## [Task brief]
Give the records again word for word. Leave every picture out.

··· Supplied data ···

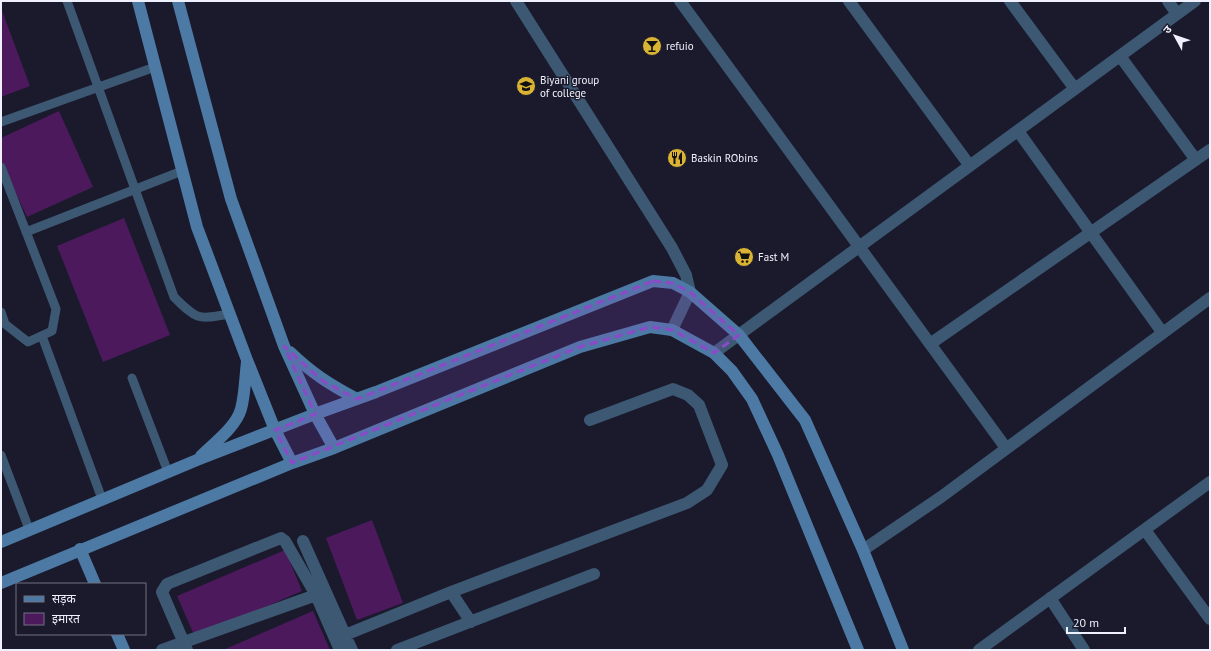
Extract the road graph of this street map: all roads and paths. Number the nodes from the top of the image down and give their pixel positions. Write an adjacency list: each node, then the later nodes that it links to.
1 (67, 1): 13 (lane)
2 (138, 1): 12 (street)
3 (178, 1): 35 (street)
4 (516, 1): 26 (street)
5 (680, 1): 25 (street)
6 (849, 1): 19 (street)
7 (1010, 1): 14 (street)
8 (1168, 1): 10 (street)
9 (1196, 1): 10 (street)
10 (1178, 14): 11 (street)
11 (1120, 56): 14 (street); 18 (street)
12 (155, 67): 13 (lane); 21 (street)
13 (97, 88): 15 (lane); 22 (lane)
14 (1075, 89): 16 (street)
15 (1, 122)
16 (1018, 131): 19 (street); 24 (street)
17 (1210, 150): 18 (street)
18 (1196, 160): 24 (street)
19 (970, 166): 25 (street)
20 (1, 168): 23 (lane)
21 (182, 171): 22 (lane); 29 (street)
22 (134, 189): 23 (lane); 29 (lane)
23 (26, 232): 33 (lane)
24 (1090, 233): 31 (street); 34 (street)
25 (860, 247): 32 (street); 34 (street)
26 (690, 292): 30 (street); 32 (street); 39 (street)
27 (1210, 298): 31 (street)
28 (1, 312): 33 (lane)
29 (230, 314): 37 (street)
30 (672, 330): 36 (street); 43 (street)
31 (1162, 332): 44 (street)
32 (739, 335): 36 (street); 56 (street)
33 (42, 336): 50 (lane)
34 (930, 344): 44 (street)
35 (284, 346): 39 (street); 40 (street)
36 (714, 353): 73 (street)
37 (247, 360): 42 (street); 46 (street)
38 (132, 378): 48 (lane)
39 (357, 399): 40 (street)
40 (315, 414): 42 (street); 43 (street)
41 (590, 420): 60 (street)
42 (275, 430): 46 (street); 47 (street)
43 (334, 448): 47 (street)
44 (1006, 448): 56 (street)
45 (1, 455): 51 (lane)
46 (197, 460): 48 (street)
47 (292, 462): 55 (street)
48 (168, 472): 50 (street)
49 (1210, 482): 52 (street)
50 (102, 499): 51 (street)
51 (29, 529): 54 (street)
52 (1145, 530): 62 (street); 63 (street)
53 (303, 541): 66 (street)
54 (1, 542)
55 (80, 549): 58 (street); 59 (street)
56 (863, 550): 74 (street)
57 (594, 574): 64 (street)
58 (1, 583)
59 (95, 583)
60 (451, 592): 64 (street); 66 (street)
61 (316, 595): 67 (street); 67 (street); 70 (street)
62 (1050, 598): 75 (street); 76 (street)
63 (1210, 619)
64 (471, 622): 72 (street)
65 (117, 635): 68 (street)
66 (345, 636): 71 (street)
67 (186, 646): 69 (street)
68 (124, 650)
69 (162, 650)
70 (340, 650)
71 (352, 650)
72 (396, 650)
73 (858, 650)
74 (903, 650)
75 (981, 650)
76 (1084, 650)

···

## [Result for this task]
Extract the road graph of this street map: all roads and paths. Number the nodes from the top of the image down and give their pixel positions. Write an adjacency list: each node, then the later nodes that it links to.
1 (67, 1): 13 (lane)
2 (138, 1): 12 (street)
3 (178, 1): 35 (street)
4 (516, 1): 26 (street)
5 (680, 1): 25 (street)
6 (849, 1): 19 (street)
7 (1010, 1): 14 (street)
8 (1168, 1): 10 (street)
9 (1196, 1): 10 (street)
10 (1178, 14): 11 (street)
11 (1120, 56): 14 (street); 18 (street)
12 (155, 67): 13 (lane); 21 (street)
13 (97, 88): 15 (lane); 22 (lane)
14 (1075, 89): 16 (street)
15 (1, 122)
16 (1018, 131): 19 (street); 24 (street)
17 (1210, 150): 18 (street)
18 (1196, 160): 24 (street)
19 (970, 166): 25 (street)
20 (1, 168): 23 (lane)
21 (182, 171): 22 (lane); 29 (street)
22 (134, 189): 23 (lane); 29 (lane)
23 (26, 232): 33 (lane)
24 (1090, 233): 31 (street); 34 (street)
25 (860, 247): 32 (street); 34 (street)
26 (690, 292): 30 (street); 32 (street); 39 (street)
27 (1210, 298): 31 (street)
28 (1, 312): 33 (lane)
29 (230, 314): 37 (street)
30 (672, 330): 36 (street); 43 (street)
31 (1162, 332): 44 (street)
32 (739, 335): 36 (street); 56 (street)
33 (42, 336): 50 (lane)
34 (930, 344): 44 (street)
35 (284, 346): 39 (street); 40 (street)
36 (714, 353): 73 (street)
37 (247, 360): 42 (street); 46 (street)
38 (132, 378): 48 (lane)
39 (357, 399): 40 (street)
40 (315, 414): 42 (street); 43 (street)
41 (590, 420): 60 (street)
42 (275, 430): 46 (street); 47 (street)
43 (334, 448): 47 (street)
44 (1006, 448): 56 (street)
45 (1, 455): 51 (lane)
46 (197, 460): 48 (street)
47 (292, 462): 55 (street)
48 (168, 472): 50 (street)
49 (1210, 482): 52 (street)
50 (102, 499): 51 (street)
51 (29, 529): 54 (street)
52 (1145, 530): 62 (street); 63 (street)
53 (303, 541): 66 (street)
54 (1, 542)
55 (80, 549): 58 (street); 59 (street)
56 (863, 550): 74 (street)
57 (594, 574): 64 (street)
58 (1, 583)
59 (95, 583)
60 (451, 592): 64 (street); 66 (street)
61 (316, 595): 67 (street); 67 (street); 70 (street)
62 (1050, 598): 75 (street); 76 (street)
63 (1210, 619)
64 (471, 622): 72 (street)
65 (117, 635): 68 (street)
66 (345, 636): 71 (street)
67 (186, 646): 69 (street)
68 (124, 650)
69 (162, 650)
70 (340, 650)
71 (352, 650)
72 (396, 650)
73 (858, 650)
74 (903, 650)
75 (981, 650)
76 (1084, 650)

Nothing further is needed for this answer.